The MiG pilot — he prayed that it was Al-Fasr — was dead.
This was the moment he had been waiting for since the day in Dubai when they had killed Josh Dunn. He had wanted revenge, and here it was.
He had expected that when this moment came, he would be feeling something — pride, relief, exultation. He should be hearing trumpets and choirs of avenging angels. Down in his gut he should be feeling a grim satisfaction.
No such emotion was rising up in him. Josh Dunn was gone. So were the sailors and marines and pilots killed by Jamal Al-Fasr and his terrorists. Nothing would change that.
Revenge wasn’t sweet, he thought. It was empty.
A glance at the EFD — engine fuel display — returned him to the present. The totalizer indicated nine-hundred pounds remaining. Less than ten minutes flying time.
He wouldn’t make it out of Yemen.
Gritti listened to the reports on the PRC-90. On either side — east and west — of the complex he had landed two companies of marines. They were applying a pincers on the Sherji who were dug in outside the old BP compound. The Cobras were raking them with 2.75 rockets and rotary cannons.
He removed the steel-rimmed spectacles and took a look through his field glasses. A few scattered pockets of Sherji were still resisting. “What the hell are they fighting for?”
Hewlitt, who was given to philosophizing, offered a theory: “It’s a macho thing. These are mountain men, an ancient Islamic warrior clan. They may not feel like dying, but they have to prove that they’re not afraid to. Once that’s established, they’ll pack it in.”
“They’d better start packing,” grumbled Gritti. “They’re wasting my time and ordnance.”
The Sherji’s western-flank defenders had already gotten a close-up look at the pair of LAV-25 light tanks rumbling toward their line and reached a pragmatic decision. A white flag was flying over their position. Slowly, each of the hundred and fifty fighters rose from cover and began stacking AK-47s and machine guns.

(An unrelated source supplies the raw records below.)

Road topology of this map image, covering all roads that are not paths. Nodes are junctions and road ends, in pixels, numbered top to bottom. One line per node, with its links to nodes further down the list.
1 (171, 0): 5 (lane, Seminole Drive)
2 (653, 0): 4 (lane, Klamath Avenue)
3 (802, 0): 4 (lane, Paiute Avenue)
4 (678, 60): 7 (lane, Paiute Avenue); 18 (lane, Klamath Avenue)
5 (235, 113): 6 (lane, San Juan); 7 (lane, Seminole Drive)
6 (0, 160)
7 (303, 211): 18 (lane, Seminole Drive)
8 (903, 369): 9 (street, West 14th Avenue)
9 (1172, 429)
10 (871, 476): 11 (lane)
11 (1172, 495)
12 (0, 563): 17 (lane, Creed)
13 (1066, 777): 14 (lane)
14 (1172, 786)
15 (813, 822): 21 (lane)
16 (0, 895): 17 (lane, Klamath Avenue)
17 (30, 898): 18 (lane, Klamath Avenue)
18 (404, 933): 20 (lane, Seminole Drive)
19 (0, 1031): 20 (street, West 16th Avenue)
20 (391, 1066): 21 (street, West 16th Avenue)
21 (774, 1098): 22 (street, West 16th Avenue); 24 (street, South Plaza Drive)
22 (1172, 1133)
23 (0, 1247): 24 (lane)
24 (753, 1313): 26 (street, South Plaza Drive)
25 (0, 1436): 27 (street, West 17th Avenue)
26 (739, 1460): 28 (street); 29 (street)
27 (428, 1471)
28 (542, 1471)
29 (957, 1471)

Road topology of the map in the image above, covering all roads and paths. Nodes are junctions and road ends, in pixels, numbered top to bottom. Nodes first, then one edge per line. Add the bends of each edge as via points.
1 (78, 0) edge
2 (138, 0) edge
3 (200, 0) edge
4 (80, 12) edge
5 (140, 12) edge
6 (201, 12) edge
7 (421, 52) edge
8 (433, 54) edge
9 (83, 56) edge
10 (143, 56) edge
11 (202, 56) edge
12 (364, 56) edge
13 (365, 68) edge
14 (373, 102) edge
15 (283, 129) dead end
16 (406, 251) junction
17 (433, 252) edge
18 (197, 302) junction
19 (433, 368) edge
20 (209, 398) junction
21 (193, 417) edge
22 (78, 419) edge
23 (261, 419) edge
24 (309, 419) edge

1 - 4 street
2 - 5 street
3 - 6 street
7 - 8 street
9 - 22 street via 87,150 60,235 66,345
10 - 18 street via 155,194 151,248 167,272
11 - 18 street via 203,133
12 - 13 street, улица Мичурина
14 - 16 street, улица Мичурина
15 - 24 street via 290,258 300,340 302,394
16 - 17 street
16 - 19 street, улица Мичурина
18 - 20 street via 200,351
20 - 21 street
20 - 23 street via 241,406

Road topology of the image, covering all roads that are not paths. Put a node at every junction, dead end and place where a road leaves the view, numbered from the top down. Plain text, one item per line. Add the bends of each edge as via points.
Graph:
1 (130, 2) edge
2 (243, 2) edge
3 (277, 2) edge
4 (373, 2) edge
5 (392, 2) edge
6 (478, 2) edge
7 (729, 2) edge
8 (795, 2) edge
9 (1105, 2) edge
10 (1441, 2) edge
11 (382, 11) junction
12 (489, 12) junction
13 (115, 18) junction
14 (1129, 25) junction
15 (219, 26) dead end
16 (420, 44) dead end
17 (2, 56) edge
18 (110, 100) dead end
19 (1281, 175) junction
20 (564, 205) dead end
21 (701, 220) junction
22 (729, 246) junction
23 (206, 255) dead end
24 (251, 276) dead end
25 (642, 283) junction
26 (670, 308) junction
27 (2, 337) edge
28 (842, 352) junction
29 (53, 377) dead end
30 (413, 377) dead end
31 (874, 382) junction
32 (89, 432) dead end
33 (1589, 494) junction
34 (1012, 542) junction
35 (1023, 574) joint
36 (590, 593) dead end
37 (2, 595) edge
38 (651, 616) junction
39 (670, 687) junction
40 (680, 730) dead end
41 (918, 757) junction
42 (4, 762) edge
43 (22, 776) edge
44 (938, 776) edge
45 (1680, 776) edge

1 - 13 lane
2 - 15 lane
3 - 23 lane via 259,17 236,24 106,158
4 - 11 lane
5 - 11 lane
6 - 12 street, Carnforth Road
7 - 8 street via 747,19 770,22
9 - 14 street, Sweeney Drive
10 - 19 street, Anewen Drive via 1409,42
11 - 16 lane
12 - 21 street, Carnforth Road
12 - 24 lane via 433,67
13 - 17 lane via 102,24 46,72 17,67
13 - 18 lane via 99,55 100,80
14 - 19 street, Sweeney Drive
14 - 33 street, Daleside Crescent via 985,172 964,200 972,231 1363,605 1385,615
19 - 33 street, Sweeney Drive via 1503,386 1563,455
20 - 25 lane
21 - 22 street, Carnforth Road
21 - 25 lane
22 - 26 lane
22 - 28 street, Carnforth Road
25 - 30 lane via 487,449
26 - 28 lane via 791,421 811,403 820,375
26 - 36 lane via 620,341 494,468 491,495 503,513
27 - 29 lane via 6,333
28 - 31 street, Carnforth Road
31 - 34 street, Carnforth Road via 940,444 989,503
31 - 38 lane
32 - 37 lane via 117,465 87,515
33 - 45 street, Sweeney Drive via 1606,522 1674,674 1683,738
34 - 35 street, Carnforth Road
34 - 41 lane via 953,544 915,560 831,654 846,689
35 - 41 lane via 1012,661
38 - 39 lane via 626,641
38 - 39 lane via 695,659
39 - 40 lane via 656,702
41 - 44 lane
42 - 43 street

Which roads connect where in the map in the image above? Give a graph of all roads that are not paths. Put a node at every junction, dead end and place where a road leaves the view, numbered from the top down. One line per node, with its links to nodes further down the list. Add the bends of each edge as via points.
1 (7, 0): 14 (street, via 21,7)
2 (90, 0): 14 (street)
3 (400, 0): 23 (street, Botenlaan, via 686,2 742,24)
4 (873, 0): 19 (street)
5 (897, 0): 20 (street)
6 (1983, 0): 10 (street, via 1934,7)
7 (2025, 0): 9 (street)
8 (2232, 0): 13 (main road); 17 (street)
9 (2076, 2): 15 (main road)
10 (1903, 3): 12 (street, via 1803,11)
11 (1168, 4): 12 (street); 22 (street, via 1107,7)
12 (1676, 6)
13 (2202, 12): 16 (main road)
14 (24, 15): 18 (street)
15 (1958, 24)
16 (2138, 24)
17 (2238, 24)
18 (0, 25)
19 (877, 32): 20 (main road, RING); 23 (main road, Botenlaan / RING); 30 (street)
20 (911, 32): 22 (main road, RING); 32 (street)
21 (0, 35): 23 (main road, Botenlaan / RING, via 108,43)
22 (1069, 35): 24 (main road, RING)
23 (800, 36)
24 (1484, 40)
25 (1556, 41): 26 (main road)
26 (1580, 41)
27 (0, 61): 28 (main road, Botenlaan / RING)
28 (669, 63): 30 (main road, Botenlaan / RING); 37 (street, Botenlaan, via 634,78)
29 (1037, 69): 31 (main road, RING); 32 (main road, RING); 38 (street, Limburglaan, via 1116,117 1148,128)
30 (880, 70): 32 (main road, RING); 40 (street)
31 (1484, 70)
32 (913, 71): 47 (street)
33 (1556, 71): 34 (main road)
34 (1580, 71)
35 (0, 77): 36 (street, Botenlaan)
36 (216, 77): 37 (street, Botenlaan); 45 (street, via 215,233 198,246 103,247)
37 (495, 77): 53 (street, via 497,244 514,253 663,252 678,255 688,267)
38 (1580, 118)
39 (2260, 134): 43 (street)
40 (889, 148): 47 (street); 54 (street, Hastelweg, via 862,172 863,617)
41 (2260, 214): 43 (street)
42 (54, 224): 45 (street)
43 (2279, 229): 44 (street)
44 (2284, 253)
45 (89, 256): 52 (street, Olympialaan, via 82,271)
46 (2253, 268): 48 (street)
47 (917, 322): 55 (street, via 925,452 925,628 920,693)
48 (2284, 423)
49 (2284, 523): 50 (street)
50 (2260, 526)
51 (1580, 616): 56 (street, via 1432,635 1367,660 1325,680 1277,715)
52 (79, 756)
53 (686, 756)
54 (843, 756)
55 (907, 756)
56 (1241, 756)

While a squad took charge of the prisoners, the tanks charged into the complex, followed by an infantry company. Under fire from three sides, the defenders on the eastern flank quickly reached the same conclusion as their western comrades. One by one, they laid down their arms, making a show of placing their hands on their heads.
In the command Hummer, Gritti and Hewlitt rolled into the compound on the heels of the advancing marines. After transmitting a situation update on the satellite UHF radio, Gritti climbed out and looked around.
A hard-surfaced gravel road ran between two rows of tin-roofed buildings. At the end of the road, on either side, swelled half a dozen earth-covered mounds, each large enough, Gritti supposed, to store vehicles and supplies.
Inside the complex, between two of the buildings, over two hundred Sherji were kneeling in a cluster while marine intelligence specialists and the linguist went through the group. Gritti could see the prisoners nodding agreeably and pointing to various features in the compound.
He turned to Hewlitt. “Anyone report seeing Al-Fasr?”
“They claim he’s flying one of the MiGs.”
Gritti watched the advance fire teams cautiously entering the complex of tin-roofed buildings. “What about mines and booby traps?”
“The clearing squad is working the area. The captured Sherji all swear that it’s clean. Nothing planted.”
Gritti nodded toward the kneeling prisoners. “Do they understand how extremely pissed off I’m going to be if any of my marines step on a mine?”
“I told them you will cut off their balls with a bayonet.”
At this, Gritti had to grin. “Tell ’em that’s just for starters.”
“Runner One-one is fuel critical. I need a tanker now.” Maxwell tried to suppress the urgency in his voice.
“Roger, Runner One-one,” answered the controller in the Hawkeye. “Texaco tanker is on Bravo station. Can you make it to him?”
“Negative. I’ve got six minutes left. Maybe less.” His totalizer was indicating seven hundred pounds. At such a low quantity, the indication could be off by several hundred pounds.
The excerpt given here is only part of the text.